* ABOUT THIS TASK: Could you please return each line of the data that has the word "Mayo"?

* Collected data:
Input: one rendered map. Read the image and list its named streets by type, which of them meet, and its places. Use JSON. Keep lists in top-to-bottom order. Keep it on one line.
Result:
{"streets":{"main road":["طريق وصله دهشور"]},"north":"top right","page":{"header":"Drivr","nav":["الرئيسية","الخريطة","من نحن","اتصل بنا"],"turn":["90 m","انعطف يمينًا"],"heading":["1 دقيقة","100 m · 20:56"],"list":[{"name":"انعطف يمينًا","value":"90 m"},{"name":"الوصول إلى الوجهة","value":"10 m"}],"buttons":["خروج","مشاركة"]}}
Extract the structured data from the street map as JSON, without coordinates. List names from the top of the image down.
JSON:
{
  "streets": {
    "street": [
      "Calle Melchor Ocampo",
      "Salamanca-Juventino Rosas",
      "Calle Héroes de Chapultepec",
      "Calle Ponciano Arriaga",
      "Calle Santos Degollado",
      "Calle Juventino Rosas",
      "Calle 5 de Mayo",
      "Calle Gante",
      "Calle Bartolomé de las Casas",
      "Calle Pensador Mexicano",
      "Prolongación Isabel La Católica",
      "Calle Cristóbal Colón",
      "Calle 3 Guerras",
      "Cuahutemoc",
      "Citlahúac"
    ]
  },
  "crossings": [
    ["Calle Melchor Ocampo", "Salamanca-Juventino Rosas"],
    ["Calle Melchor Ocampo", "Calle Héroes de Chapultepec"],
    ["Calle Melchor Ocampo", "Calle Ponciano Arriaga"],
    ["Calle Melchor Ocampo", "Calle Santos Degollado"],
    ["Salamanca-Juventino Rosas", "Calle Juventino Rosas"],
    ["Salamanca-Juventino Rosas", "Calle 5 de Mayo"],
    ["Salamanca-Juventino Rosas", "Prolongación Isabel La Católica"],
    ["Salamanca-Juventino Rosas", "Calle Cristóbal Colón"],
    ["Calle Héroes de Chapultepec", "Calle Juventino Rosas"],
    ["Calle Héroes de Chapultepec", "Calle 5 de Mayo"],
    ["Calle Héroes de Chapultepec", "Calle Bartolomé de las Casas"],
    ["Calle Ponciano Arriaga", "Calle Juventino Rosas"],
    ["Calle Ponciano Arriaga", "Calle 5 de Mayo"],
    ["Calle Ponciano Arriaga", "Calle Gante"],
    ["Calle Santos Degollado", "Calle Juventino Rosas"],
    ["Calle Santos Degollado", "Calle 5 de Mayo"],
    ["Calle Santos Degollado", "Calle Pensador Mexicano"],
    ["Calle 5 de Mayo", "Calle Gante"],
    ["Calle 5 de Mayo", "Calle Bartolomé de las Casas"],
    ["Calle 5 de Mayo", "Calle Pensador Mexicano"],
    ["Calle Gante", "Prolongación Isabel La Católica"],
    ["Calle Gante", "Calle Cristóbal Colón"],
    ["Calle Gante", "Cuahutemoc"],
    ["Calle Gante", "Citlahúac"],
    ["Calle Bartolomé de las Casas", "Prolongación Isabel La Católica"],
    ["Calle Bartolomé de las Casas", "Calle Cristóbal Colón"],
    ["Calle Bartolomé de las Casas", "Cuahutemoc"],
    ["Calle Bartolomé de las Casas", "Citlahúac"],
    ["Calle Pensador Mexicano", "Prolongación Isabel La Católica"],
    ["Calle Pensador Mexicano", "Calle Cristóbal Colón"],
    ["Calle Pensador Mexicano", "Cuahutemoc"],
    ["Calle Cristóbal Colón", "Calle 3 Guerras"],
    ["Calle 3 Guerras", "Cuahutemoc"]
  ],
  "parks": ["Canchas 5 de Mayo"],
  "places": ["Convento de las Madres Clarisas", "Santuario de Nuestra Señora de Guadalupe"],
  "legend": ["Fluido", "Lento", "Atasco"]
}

* RESPONSE BOX:
      "Calle 5 de Mayo",
    ["Salamanca-Juventino Rosas", "Calle 5 de Mayo"],
    ["Calle Héroes de Chapultepec", "Calle 5 de Mayo"],
    ["Calle Ponciano Arriaga", "Calle 5 de Mayo"],
    ["Calle Santos Degollado", "Calle 5 de Mayo"],
    ["Calle 5 de Mayo", "Calle Gante"],
    ["Calle 5 de Mayo", "Calle Bartolomé de las Casas"],
    ["Calle 5 de Mayo", "Calle Pensador Mexicano"],
  "parks": ["Canchas 5 de Mayo"],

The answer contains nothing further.